Great inventions that never existed
Since the first wheel began to roll, the history of the world has largely been due to the history of inventions. Without the telescope, steam engine, light bulb, airplane, or X-ray - the world would probably have been a different place had any one of these innovations would never been discovered. But let's flip the coin here; what about those great inventions that never existed?
The Wardenclyffe Tower
To begin with the grandest of scales, had Tesla pulled this one off, we might have had free energy all around the globe! Today best remembered for the invention of Alternating current, Nikola Tesla partnered up with JP. Morgan to build a monumental tower that would be able to harness the universe and wirelessly transmit the energy all around. And the best part? It would be free of charge!
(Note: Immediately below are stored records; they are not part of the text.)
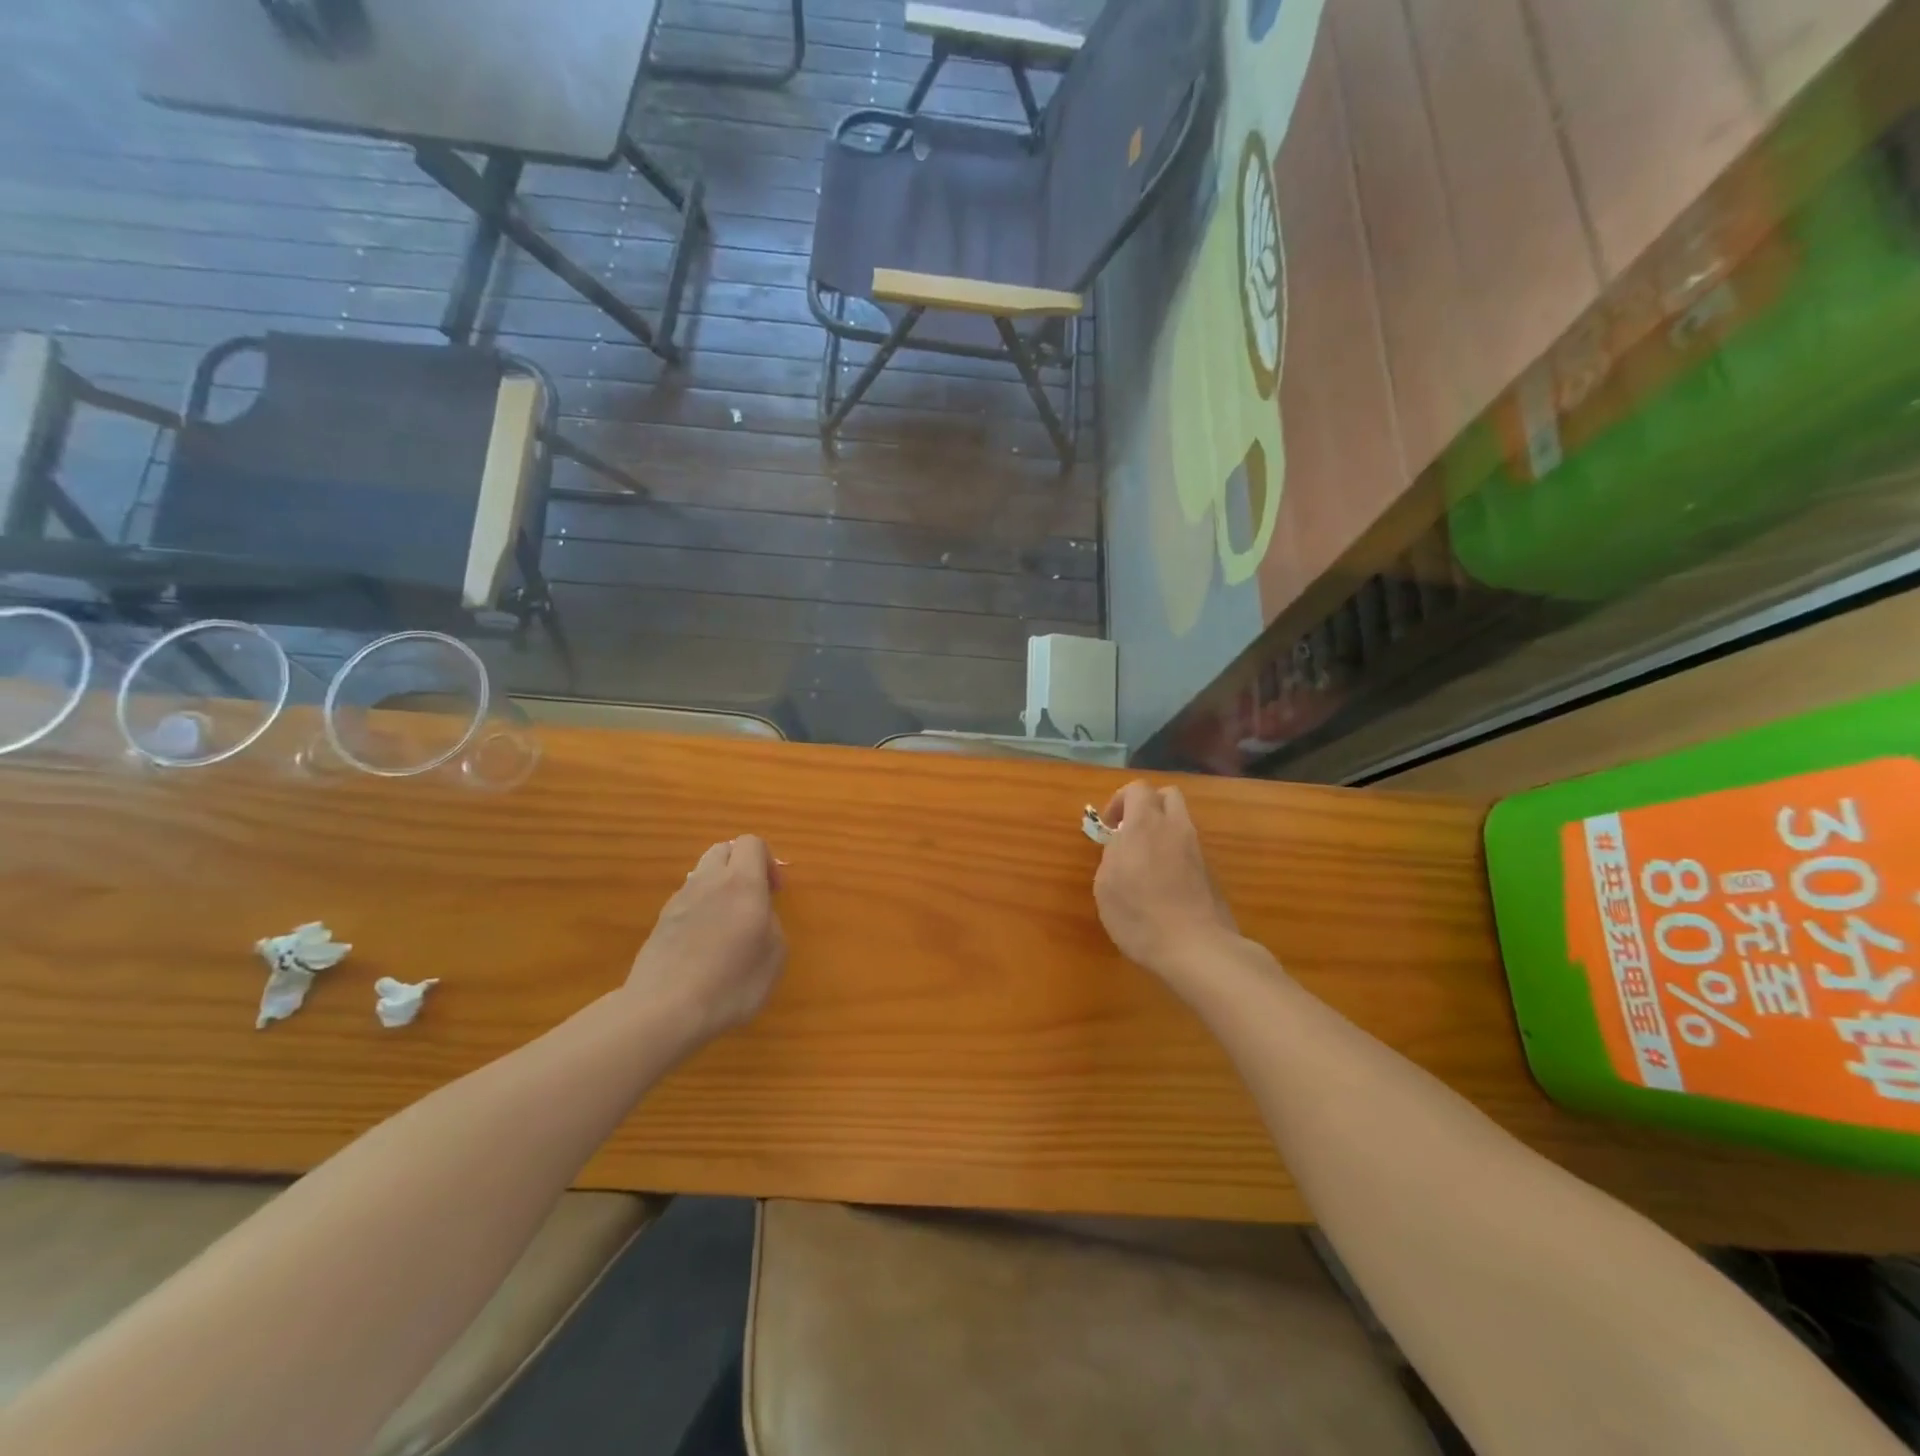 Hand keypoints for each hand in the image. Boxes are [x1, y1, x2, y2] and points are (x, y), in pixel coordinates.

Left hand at [626, 836, 786, 1043]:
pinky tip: (703, 944)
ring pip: (702, 873)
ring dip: (719, 886)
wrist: (664, 1011)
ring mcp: (680, 900)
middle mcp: (709, 881)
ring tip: (728, 923)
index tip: (775, 892)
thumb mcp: (774, 956)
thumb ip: (772, 922)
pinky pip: (687, 899)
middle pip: (723, 850)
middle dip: (741, 865)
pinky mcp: (660, 922)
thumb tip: (760, 913)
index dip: (768, 861)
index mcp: (742, 883)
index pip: (752, 843)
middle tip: (753, 899)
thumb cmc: (730, 983)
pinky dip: (700, 909)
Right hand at [1093, 782, 1239, 983]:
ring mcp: (1197, 849)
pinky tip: (1163, 884)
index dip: (1120, 801)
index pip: (1137, 789)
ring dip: (1162, 831)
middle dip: (1147, 806)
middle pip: (1167, 796)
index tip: (1109, 827)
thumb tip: (1120, 846)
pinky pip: (1189, 848)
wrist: (1196, 947)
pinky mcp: (1210, 872)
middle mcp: (1174, 828)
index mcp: (1145, 824)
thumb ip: (1111, 855)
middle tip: (1130, 833)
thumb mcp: (1106, 886)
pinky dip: (1175, 854)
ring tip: (1145, 862)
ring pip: (1180, 822)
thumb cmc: (1139, 915) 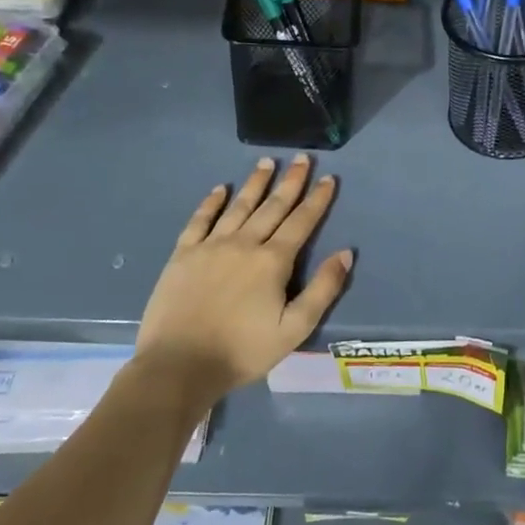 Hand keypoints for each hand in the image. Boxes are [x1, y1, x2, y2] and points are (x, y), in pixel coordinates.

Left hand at [134, 154, 352, 404]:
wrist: (178, 366)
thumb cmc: (242, 351)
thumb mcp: (294, 329)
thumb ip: (323, 290)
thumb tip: (346, 253)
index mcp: (273, 261)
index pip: (301, 222)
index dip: (317, 199)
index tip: (329, 178)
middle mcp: (244, 244)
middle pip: (272, 206)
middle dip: (291, 182)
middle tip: (302, 158)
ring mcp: (210, 246)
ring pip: (239, 206)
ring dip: (255, 183)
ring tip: (267, 162)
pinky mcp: (183, 255)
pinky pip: (200, 220)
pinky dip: (211, 203)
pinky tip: (220, 189) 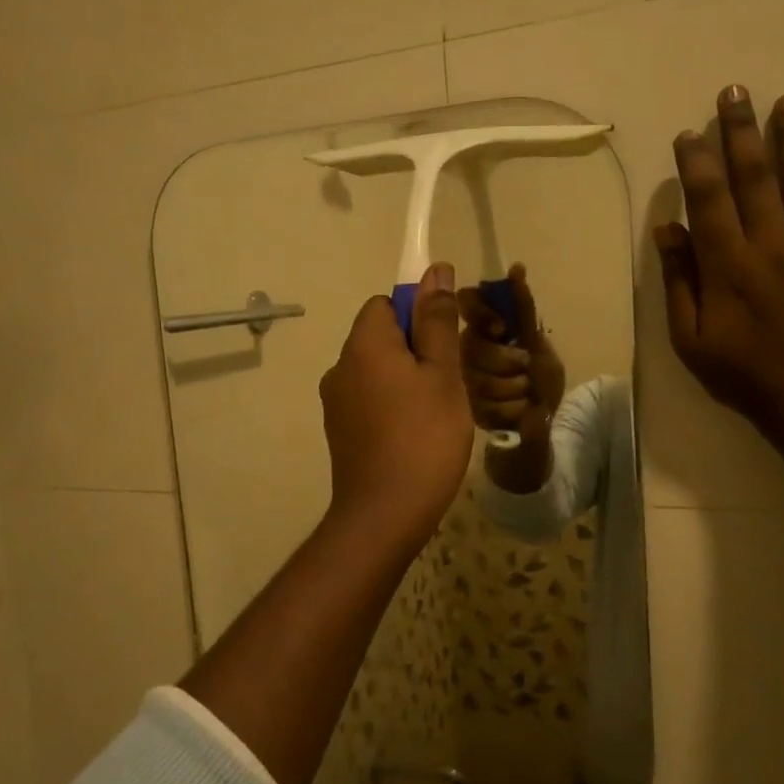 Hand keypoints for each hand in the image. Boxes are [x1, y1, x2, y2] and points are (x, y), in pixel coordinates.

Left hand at [320, 262, 473, 551]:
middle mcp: (340, 366)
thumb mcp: (442, 373)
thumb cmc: (424, 437)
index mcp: (363, 344)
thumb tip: (435, 271)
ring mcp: (335, 402)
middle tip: (448, 383)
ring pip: (377, 371)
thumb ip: (437, 321)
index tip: (444, 346)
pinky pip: (369, 400)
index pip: (386, 303)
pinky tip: (415, 435)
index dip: (418, 315)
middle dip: (416, 350)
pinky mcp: (339, 431)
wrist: (385, 513)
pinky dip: (391, 406)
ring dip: (406, 380)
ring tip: (436, 413)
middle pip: (381, 337)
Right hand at [456, 264, 566, 440]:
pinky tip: (518, 409)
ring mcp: (461, 382)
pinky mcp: (465, 411)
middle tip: (525, 367)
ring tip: (525, 392)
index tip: (500, 328)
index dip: (481, 313)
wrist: (545, 420)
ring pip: (480, 379)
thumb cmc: (541, 376)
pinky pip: (485, 405)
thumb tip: (516, 267)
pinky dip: (511, 409)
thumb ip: (522, 307)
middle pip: (474, 347)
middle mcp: (464, 351)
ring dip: (514, 387)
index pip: (466, 302)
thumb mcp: (536, 340)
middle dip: (508, 361)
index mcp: (481, 328)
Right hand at [654, 86, 783, 440]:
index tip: (689, 134)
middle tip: (735, 92)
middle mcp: (773, 246)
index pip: (709, 201)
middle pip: (756, 178)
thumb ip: (680, 283)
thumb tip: (668, 231)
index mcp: (729, 268)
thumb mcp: (691, 341)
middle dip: (742, 132)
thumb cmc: (746, 377)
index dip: (698, 163)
Precisely that last bit concerning (free energy) didn't go too well with the big shots handling this venture. To say the least, if electricity were totally free, Tesla’s backers didn’t see any possible way to earn money from it? Therefore, the Tower, and Tesla's grand vision, was doomed due to the lack of resources. As a final blow, nobody wanted to pay for the free electricity project to continue.
Father Ernetti was only well known for his unmatched exorcist skills, but also for the invention of the time machine of sorts- the Chronovisor. What was really hiding behind this elegantly named invention? Not much more than an unseen device that was supposed to reconstruct the sights and sounds of the past. The Chronovision, as Father Ernetti would have it, allowed you to witness the scenes from the past watching them as you would watch television. Too bad that the device is, in Ernetti’s death-bed words, supposedly destroyed by its inventors. Ironic as this machine sounds, Father Ernetti loosely described a device we all use currently called the Internet which has the ability to see and hear past events. Perhaps he wasn’t so far-off with his ideas anyway...
The Water Car
That's right, it could have been a completely different story had Stanley Meyer not died an untimely death. His water fuel cell promised the possibility of water-powered cars, the invention that would effectively render oil redundant. But, alas, he died before his ideas took fruition. His alleged last words (before he died), ended with accusing two potential investors of poisoning him - further led to gaining support and claim (to this day), that he was indeed murdered. Many alleged culprits have been named, which include Arab death squads all the way up to secret U.S. Government assassins.
Who knows what the world would look like if these fantastic machines really were among us; for our part, we can only wonder about their grander potential that still inspires others to dream the dream.